3 Haziran 2011 Cuma

MİLLİ SEÇİM BAYRAMI

    "Milli seçim bayramımız(!)" hayırlı uğurlu olsun!
    Her seçim dönemi geldiğinde milletçe büyük bir coşku (!) içinde kutladığımız bu özel günlere yine kavuştuk çok şükür. Çoluk çocuk, yaşlı genç pek bi duygulu pek bi coşkuluyuz! Bu  "Seçim Bayramı" nın gönlümüzde daima ayrı bir yeri olmuştur vesselam. Bütün bayramlar bi yana bu bayram bi yana. Ne Zafer Bayramı böylesi bi coşkuyla kutlanır yurdumda ne 29 Ekim ne de 23 Nisan. "Seçim Bayramı" gelince işimizi gücümüzü bırakır hep beraber çılgın bi festival havasına bürünüveririz! Eeee ne de olsa kendimizi altın tabaklarda sofralarına ikram edeceğimiz "büyük"lerimizi seçeceğiz değil mi? Ne de olsa "hizaya sokulmak" ihtiyacımızı en çok giderebilecek olana milletçe karar vereceğimiz bir bayram bu. Bundandır bu coşkumuz bu heyecanımız.

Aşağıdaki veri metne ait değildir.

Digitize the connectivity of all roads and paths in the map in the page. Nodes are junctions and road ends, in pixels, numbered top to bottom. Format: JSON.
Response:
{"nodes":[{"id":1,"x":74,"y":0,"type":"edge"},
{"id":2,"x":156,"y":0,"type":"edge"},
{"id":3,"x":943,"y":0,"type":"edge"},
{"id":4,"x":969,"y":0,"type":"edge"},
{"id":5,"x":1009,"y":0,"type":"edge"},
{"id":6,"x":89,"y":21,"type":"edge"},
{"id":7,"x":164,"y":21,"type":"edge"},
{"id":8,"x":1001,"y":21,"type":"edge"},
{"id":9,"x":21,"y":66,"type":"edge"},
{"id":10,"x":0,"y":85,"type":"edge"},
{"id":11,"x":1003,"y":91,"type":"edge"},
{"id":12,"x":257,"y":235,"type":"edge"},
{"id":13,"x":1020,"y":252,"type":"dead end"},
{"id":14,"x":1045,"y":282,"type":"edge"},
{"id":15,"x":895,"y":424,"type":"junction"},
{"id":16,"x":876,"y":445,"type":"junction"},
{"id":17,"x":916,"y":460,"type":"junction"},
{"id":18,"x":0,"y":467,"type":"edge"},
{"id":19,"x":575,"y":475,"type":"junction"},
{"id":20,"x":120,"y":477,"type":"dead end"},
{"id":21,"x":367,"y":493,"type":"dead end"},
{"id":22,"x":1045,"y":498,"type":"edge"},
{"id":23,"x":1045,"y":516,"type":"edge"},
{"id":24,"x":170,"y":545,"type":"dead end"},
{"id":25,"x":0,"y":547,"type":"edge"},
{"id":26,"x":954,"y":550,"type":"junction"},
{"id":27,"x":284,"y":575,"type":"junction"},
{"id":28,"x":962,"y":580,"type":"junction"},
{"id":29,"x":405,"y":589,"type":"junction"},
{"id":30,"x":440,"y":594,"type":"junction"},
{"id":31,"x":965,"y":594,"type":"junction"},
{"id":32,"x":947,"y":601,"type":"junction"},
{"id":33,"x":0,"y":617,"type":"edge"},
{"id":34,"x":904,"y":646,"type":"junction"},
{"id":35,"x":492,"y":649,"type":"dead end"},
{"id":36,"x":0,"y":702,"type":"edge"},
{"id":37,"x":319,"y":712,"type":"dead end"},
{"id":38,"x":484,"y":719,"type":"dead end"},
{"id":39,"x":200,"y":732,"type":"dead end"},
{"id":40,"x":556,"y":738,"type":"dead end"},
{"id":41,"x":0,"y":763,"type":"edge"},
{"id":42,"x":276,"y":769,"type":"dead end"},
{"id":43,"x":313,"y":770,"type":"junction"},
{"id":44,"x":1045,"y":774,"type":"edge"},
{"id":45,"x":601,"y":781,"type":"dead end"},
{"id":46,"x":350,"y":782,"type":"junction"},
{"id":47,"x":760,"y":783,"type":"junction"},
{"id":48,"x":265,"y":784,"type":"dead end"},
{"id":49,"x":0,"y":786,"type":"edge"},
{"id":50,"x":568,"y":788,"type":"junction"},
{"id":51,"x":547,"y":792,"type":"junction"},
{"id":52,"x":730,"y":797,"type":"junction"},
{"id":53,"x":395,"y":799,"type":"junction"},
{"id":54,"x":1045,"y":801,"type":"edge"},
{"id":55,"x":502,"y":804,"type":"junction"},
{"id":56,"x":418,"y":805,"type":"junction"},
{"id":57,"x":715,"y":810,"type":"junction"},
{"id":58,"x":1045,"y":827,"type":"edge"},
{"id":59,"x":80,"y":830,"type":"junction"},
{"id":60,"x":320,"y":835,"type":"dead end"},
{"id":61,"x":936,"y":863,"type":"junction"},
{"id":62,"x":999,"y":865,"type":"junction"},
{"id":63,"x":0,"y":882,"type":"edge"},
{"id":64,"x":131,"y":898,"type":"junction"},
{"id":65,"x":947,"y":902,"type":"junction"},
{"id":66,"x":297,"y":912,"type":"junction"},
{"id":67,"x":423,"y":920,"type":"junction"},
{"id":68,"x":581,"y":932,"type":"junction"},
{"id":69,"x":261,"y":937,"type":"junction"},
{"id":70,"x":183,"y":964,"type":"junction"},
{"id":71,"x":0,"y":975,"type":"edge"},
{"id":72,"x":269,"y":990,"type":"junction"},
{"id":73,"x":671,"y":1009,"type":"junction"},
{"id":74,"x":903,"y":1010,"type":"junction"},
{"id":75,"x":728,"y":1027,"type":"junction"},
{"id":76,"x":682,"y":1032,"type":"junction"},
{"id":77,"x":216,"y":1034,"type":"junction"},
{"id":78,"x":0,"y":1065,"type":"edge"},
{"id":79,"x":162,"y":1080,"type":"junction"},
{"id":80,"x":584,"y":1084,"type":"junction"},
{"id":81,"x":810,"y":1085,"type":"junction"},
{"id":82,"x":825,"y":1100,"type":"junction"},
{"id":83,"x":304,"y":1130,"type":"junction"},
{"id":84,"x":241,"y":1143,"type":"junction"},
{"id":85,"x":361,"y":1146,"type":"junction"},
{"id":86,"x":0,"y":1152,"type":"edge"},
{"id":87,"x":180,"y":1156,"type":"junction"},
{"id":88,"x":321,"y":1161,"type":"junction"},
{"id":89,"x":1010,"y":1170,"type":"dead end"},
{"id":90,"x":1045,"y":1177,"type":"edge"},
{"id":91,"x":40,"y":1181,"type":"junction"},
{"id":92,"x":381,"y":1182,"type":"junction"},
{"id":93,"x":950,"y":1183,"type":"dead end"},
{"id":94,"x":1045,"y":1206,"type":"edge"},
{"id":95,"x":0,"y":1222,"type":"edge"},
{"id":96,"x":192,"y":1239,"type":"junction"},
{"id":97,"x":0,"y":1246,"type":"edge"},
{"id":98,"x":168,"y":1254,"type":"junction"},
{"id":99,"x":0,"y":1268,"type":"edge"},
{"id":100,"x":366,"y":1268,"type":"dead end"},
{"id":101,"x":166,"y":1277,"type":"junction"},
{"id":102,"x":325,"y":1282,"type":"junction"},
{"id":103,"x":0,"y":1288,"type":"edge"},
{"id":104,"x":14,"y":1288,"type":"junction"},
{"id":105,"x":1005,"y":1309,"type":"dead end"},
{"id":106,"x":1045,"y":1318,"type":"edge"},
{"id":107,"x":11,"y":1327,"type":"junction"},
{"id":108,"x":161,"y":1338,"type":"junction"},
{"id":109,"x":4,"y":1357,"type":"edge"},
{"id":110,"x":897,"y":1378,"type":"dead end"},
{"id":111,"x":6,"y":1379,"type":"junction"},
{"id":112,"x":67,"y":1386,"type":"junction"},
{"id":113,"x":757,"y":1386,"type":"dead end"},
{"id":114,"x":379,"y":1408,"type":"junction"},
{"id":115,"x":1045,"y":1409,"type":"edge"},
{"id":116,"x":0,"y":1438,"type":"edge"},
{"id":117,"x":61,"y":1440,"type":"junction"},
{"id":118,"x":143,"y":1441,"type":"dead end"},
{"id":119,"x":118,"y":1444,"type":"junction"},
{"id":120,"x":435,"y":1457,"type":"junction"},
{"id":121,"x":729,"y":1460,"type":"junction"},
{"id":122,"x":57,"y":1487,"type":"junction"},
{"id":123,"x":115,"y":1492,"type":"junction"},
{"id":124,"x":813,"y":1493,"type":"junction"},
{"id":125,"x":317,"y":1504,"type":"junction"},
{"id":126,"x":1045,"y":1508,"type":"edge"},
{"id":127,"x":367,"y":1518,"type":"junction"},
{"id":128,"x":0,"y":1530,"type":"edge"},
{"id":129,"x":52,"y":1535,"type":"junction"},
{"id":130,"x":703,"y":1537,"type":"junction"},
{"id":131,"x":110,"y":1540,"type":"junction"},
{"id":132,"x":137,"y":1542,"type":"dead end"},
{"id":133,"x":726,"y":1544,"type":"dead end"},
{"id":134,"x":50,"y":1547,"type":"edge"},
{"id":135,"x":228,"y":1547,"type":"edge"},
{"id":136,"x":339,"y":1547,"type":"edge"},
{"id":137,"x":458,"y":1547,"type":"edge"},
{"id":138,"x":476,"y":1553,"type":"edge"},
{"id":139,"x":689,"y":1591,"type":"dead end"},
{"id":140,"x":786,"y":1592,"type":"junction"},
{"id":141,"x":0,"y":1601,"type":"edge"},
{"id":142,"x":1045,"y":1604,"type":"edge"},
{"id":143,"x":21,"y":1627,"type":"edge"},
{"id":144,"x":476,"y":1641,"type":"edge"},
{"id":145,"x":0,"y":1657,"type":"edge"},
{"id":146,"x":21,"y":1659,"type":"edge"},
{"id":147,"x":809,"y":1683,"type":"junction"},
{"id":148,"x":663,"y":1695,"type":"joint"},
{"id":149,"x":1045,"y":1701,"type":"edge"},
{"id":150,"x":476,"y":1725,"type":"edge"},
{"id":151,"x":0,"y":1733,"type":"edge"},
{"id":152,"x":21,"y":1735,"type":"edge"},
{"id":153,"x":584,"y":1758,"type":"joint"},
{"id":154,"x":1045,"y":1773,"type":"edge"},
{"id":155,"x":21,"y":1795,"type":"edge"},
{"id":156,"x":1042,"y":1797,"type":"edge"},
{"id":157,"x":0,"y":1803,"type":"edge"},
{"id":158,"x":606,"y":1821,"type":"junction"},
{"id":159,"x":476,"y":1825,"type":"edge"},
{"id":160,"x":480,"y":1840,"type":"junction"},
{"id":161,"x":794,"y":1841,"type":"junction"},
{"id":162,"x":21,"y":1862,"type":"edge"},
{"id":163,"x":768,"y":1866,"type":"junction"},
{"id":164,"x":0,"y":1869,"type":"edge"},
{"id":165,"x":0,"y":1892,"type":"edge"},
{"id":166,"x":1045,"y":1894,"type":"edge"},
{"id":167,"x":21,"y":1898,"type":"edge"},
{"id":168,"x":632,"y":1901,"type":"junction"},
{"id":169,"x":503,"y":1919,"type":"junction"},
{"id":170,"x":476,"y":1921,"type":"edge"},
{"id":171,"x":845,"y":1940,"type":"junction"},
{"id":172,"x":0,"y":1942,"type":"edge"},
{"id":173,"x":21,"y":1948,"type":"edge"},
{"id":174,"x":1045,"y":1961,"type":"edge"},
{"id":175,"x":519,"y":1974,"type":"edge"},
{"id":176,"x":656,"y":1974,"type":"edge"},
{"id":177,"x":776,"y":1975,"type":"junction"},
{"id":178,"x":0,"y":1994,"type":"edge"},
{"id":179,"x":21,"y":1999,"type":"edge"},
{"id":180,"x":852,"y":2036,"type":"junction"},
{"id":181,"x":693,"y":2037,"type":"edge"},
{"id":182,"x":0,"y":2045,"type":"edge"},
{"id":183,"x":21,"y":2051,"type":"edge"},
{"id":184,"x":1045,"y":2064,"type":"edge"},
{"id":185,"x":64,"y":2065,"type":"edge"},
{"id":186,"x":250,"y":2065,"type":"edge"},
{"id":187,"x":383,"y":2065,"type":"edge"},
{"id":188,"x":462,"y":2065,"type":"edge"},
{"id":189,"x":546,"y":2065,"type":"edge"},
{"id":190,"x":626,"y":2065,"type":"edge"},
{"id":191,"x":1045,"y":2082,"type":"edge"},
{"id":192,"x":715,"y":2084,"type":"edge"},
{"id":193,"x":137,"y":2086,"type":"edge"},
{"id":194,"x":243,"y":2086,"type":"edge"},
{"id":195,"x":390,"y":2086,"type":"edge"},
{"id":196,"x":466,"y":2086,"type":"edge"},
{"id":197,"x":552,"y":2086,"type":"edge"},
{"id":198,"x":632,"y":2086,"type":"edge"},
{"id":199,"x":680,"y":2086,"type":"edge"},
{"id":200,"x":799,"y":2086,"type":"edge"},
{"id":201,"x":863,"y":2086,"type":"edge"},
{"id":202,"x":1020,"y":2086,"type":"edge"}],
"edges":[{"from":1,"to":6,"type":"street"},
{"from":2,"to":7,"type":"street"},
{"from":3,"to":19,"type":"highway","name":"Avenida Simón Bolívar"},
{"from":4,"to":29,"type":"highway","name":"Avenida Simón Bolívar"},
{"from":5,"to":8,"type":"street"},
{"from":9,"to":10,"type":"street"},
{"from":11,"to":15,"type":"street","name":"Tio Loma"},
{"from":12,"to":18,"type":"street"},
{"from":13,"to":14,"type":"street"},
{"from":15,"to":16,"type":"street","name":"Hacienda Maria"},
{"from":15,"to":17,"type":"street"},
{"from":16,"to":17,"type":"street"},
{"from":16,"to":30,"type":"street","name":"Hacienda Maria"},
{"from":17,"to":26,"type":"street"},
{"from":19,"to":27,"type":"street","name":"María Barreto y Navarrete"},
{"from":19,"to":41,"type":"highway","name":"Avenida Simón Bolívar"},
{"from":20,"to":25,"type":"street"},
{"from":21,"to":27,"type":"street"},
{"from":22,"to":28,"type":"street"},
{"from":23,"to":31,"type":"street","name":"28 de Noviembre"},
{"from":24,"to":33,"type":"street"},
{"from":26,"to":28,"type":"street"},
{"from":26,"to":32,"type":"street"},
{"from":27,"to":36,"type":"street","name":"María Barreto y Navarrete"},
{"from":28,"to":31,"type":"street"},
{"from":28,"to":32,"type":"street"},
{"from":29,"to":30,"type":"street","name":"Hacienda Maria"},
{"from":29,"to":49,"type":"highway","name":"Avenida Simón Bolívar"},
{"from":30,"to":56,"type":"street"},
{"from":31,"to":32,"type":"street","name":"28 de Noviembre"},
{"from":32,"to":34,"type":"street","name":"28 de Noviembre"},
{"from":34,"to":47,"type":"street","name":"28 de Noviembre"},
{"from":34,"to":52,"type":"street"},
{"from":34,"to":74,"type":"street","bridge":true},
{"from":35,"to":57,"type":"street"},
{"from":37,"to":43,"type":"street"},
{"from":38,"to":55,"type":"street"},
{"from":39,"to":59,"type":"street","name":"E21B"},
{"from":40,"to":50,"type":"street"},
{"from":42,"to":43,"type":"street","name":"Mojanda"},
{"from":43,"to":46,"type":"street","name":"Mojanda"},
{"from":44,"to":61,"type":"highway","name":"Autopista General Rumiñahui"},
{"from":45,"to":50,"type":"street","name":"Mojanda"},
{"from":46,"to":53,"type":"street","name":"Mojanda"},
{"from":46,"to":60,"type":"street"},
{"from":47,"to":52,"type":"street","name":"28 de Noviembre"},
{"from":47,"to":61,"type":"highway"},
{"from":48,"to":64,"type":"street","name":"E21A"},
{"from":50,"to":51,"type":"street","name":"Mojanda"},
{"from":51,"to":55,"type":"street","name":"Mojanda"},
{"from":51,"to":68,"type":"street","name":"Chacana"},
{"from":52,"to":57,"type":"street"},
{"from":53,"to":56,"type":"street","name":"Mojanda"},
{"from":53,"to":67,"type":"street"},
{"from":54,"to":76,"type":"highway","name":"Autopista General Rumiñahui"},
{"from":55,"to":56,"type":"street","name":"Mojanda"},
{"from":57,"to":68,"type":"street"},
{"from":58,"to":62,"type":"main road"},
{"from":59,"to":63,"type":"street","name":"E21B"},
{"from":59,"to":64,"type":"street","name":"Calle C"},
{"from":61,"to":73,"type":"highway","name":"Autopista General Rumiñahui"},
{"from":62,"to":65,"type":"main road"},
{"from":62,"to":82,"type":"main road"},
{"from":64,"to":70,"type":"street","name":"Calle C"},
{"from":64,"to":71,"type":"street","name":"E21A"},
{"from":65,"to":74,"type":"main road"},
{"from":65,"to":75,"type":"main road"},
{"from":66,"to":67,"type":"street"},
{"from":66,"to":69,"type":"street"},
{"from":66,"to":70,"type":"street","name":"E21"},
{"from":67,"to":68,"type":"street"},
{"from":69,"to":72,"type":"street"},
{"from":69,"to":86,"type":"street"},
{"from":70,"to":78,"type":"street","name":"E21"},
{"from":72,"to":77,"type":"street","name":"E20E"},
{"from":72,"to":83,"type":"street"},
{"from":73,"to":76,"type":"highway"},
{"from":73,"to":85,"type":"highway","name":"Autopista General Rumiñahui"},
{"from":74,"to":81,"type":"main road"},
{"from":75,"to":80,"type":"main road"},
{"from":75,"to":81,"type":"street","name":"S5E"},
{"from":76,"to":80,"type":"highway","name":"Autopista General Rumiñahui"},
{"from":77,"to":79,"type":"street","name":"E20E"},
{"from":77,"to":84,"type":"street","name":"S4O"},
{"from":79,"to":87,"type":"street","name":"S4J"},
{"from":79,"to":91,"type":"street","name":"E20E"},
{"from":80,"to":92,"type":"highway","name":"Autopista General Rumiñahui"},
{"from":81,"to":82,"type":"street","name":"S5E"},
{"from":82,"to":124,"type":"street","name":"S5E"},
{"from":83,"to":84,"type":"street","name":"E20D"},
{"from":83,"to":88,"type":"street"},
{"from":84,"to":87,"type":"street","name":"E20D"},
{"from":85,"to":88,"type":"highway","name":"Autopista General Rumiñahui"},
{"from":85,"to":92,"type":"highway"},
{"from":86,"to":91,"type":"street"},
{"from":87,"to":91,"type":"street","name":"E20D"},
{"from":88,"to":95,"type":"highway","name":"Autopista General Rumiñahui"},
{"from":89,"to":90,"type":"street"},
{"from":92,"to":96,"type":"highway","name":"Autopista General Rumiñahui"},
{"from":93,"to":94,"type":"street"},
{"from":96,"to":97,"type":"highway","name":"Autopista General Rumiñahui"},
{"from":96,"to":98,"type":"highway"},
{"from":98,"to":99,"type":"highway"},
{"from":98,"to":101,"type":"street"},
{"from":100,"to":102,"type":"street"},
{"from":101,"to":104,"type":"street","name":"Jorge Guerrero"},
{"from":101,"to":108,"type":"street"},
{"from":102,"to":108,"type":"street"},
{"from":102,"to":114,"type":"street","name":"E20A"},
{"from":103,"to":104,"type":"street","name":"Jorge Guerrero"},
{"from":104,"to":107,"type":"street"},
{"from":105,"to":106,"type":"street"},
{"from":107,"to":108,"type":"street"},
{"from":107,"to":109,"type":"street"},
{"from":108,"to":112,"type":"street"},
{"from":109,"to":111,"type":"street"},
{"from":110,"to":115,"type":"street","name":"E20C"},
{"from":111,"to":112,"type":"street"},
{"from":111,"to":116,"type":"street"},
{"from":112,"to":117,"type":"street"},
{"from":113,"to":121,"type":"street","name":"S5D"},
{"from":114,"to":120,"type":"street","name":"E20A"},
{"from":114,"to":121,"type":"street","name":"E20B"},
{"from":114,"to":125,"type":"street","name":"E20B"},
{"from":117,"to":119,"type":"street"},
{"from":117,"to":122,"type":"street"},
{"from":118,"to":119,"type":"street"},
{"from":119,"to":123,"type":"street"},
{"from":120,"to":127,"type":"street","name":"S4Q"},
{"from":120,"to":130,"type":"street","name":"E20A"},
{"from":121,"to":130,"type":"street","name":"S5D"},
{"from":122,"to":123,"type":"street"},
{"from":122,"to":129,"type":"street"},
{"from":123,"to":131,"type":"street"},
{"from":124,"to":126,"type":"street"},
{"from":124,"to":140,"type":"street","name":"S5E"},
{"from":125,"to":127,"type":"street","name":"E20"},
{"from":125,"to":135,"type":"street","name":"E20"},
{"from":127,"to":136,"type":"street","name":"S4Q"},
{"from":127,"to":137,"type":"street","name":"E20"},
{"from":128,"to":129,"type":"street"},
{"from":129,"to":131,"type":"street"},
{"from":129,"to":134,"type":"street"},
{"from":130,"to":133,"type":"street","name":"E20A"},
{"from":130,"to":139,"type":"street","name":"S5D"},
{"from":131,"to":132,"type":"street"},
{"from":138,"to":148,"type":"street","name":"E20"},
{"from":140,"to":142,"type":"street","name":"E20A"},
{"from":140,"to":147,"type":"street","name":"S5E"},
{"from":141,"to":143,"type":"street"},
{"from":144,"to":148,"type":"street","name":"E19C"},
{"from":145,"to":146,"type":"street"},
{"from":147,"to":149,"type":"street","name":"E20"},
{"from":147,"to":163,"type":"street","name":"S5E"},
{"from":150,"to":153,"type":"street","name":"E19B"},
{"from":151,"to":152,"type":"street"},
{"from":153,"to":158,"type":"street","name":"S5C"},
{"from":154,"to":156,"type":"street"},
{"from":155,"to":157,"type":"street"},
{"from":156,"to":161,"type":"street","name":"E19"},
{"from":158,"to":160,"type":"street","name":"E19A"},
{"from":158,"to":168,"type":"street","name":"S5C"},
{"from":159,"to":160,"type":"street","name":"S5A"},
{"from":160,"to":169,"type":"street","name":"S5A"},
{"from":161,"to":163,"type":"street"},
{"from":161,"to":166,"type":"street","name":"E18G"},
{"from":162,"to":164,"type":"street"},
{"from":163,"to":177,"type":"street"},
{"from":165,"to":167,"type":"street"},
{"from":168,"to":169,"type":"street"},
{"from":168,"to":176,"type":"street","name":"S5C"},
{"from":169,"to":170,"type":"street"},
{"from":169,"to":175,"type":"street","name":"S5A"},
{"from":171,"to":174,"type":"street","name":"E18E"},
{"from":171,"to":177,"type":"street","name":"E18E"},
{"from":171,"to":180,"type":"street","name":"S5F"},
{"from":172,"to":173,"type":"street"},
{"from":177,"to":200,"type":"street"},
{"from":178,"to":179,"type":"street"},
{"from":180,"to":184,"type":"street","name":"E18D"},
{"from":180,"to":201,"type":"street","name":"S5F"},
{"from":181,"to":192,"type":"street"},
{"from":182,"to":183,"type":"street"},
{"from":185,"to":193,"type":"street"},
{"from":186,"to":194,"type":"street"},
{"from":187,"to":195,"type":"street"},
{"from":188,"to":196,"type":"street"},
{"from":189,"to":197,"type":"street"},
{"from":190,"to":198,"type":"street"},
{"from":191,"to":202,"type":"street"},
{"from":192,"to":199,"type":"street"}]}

    Bu "seçim bayramı" nın yeri ve önemi o denli büyüktür ki, toplumca türlü fedakarlıklara seve seve katlanır, elimizden gelmeyeni de borçlanarak yaparız. Mesela bayramın tipik özelliği olan taklar mutlaka kurulur. Her sokak arasında, birbiri arasına "ip" bağlanabilecek her bina, direk, ağaç mesafesine dizi dizi flamalar, 32 diş sırıtan sevimli posterler asılır ki yurdumun her caddesi her sokağı dizi dizi donların sallandığı birer "kenar mahalle" samimiyetine bürünür, içimizi ısıtır, kalbimizi yumuşatır.
    Mesela araçlarımızı garajlarına kapatıp, hergün saatlerimizi "toplu çile araçları" na ayırmamızın mazoşist bi eğilimle hiç alakası yoktur, tamamen sosyal bir toplum oluşumuzdan, içiçe kollektif bir yaşamı benimsemiş olmamızdan kaynaklıdır. Hele ki dünyanın en pahalı benzinini kullanıyor olmamız hiç ehemmiyet arzetmez. Bu fakirlikten değil sadece bir seçim meselesidir. Öyle ki "Seçim Bayramı" nda koca koca otobüsler kiralar, allar pullar, bayraklar asar son ses açtığımız hoparlorden yükselen güncel müziklerle şehirlerde bitmek bilmeyen turlar atarız. Bu hem coşkumuzun zenginliğimizin göstergesi,  hem de halkın müzik kültürünü geliştirmek amaçlı  güzel  bir geleneğimizdir. Bu geleneği seçim bayramı olmadığı zamanlarda siyah camlı, çelik jantlı, doğan görünümlü, aynasında cd sallanan, arka camında karpuz dilimi minderi olan her şahin aracı sürdürmeye devam eder.
    Mesela "Türkiye Çöl Olmasın" kampanyaları düzenler, bu yüzden ağaç kesmemek için "ithal kağıt" temin eder (parasıyla diil mi? zenginiz nasılsa) sonra binlerce, yüzbinlerce "seçim bayramı" broşürü bastırır ve bunu bilimum sokaklara serpiştirir, dağıtır, yayarız. Bunların sokaklardaki rengarenk görüntüsü memleketime ayrı bir güzellik verir, buna kirlilik diyenin zerre aklı yoktur. O broşürlerin her biri birer sanat eseri niteliği taşıdığı için Louvre' da sergilenmelidir, onlardaki renk ahenk uyumu bilimum parklardaki çiçekte böcekte yoktur. Vergilerimiz çevremizi güzelleştirmek adına kullanılmayacak da ne için kullanılacaktır?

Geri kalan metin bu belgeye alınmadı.